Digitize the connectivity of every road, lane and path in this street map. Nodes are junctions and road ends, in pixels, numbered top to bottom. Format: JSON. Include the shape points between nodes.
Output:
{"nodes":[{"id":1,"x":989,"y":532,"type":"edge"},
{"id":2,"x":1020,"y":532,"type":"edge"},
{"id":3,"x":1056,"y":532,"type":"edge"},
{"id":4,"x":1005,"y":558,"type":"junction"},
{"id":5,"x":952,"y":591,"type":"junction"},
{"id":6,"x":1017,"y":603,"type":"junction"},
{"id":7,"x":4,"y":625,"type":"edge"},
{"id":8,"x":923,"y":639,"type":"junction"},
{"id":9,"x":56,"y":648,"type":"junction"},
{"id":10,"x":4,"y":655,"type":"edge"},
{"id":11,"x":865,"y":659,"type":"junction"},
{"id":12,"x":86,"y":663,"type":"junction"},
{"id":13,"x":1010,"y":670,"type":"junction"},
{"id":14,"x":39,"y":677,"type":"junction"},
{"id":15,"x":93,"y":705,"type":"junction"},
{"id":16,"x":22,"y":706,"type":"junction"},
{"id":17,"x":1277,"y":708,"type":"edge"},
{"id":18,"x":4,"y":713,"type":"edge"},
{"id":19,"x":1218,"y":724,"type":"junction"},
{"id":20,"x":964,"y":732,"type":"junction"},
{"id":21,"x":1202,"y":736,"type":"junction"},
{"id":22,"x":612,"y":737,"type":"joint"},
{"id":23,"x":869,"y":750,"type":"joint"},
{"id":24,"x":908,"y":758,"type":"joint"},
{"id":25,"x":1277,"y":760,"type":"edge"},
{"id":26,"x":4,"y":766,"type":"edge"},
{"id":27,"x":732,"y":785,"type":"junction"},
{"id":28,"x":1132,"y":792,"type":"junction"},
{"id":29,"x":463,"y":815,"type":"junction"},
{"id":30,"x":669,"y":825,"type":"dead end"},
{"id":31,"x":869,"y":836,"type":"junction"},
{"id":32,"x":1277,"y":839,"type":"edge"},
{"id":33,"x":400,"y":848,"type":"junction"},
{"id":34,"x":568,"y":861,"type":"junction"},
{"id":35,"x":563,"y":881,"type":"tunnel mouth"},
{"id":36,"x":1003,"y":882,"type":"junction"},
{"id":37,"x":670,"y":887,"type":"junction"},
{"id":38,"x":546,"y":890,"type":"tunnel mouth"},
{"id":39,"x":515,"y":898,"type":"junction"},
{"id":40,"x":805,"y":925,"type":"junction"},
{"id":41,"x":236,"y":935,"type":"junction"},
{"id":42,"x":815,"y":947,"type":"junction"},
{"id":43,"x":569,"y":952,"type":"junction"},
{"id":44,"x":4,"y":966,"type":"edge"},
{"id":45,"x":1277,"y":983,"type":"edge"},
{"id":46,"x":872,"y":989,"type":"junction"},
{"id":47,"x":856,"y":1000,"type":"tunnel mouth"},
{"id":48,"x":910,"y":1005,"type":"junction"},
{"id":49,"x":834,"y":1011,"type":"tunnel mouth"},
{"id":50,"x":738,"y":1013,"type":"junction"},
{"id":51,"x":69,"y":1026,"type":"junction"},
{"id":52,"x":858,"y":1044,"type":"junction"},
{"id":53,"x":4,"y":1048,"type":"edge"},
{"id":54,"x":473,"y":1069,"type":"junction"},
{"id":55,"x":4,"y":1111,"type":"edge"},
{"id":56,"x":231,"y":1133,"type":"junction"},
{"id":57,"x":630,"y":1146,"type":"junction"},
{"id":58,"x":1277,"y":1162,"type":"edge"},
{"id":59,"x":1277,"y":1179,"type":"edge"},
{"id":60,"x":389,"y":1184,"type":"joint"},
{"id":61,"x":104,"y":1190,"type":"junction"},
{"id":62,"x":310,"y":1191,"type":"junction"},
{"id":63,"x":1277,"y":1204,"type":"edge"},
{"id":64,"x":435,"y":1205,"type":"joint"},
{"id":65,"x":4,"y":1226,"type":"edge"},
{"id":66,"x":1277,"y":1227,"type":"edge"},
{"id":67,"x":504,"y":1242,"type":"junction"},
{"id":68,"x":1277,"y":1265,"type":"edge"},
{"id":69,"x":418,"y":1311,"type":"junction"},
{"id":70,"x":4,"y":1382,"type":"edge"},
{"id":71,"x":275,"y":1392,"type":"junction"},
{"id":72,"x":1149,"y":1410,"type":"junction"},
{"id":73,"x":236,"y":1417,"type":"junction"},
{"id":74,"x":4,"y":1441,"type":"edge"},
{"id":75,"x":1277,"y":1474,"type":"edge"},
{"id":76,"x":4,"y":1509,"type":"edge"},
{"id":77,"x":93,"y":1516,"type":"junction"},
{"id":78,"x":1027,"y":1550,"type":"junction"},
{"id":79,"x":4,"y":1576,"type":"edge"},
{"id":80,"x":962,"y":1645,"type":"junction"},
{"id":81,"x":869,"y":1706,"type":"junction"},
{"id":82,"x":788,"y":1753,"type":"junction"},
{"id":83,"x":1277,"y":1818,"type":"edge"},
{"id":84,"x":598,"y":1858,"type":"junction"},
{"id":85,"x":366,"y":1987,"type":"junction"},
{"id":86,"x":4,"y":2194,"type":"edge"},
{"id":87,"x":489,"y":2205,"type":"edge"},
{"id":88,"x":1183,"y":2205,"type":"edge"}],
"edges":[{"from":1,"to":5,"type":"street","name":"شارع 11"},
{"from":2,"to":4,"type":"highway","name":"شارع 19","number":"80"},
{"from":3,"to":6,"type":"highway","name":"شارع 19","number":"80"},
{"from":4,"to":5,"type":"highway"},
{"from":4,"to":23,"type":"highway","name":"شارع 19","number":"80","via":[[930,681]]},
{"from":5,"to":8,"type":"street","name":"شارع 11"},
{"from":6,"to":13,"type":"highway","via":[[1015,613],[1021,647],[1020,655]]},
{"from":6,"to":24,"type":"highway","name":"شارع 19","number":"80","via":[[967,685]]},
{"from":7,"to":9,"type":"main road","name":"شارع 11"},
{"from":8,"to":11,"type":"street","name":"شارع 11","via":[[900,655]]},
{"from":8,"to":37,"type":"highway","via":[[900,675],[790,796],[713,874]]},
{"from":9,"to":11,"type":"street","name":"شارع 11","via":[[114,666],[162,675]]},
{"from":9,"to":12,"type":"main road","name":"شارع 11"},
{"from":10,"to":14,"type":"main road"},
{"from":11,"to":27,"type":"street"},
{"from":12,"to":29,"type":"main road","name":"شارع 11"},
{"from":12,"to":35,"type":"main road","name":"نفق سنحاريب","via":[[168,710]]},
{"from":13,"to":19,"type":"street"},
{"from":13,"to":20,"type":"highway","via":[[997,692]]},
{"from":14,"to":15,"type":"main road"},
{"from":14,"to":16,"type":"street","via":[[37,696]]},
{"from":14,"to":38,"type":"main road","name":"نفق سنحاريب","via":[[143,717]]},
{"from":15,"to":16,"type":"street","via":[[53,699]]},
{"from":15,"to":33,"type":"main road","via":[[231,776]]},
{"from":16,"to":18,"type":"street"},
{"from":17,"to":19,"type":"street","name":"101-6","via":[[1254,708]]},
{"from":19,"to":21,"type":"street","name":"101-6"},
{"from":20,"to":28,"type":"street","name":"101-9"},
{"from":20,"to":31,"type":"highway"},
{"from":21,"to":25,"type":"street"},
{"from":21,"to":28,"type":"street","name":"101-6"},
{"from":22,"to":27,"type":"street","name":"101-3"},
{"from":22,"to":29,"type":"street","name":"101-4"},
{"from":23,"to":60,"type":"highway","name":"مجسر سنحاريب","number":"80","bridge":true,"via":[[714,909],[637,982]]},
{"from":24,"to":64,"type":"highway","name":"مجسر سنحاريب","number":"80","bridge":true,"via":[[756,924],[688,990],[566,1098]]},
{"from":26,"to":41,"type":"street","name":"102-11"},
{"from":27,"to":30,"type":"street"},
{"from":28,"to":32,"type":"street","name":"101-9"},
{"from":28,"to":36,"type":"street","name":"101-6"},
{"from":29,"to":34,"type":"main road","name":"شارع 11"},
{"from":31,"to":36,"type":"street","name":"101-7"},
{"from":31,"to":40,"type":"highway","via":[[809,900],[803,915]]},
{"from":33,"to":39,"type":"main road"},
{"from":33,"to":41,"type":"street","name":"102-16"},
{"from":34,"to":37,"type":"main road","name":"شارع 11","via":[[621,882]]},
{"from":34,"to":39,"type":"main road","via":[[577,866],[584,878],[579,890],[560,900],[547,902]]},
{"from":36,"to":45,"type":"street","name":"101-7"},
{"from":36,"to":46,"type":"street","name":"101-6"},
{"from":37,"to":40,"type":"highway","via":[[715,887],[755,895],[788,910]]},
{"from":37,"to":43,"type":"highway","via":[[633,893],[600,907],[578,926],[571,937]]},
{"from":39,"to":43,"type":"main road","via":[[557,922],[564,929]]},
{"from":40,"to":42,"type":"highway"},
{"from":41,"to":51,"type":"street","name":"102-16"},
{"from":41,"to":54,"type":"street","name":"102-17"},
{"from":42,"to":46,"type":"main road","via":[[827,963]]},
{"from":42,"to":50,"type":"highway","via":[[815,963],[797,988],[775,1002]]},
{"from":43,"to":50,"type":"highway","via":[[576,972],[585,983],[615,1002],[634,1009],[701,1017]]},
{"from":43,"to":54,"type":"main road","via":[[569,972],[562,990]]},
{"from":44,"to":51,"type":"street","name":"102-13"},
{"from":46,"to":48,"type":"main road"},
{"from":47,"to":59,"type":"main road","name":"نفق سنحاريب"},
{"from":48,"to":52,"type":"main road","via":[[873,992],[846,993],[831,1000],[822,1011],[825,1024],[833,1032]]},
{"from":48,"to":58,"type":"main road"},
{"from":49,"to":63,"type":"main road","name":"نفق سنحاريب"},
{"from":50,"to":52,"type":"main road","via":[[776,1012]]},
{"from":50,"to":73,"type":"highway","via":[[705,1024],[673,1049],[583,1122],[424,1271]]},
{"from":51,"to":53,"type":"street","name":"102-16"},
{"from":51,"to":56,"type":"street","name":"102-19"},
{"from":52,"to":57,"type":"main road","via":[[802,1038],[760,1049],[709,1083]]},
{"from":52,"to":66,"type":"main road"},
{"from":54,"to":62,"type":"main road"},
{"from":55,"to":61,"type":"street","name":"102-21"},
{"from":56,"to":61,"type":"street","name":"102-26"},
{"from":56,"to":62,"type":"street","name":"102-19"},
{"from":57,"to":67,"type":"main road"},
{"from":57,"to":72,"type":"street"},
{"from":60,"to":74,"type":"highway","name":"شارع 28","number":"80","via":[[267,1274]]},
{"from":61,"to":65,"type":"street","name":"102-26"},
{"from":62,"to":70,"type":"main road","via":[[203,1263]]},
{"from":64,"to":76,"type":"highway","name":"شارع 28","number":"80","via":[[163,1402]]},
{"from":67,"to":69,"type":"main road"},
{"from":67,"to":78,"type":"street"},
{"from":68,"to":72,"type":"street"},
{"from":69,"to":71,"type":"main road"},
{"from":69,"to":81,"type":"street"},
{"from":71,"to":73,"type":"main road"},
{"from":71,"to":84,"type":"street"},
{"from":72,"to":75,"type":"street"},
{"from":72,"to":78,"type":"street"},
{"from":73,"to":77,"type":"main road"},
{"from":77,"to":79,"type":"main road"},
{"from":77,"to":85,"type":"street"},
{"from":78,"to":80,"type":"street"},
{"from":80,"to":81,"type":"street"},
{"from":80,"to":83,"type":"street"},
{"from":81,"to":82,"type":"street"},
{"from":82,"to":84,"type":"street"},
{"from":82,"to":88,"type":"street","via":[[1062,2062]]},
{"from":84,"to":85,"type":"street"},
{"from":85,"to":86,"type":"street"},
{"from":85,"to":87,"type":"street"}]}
○ ○ ○ ○
→ DIRECTIONS
Each line in the data that holds the string "سنحاريب" should be found and copied.

→ EXERCISE ANSWER
{"from":12,"to":35,"type":"main road","name":"نفق سنحاريب","via":[[168,710]]},
{"from":14,"to":38,"type":"main road","name":"نفق سنحاريب","via":[[143,717]]},
{"from":23,"to":60,"type":"highway","name":"مجسر سنحاريب","number":"80","bridge":true,"via":[[714,909],[637,982]]},
{"from":24,"to":64,"type":"highway","name":"مجسر سنحاريب","number":"80","bridge":true,"via":[[756,924],[688,990],[566,1098]]},
{"from":47,"to":59,"type":"main road","name":"نفق سنحاريب"},
{"from":49,"to":63,"type":"main road","name":"نفق سنحاريب"},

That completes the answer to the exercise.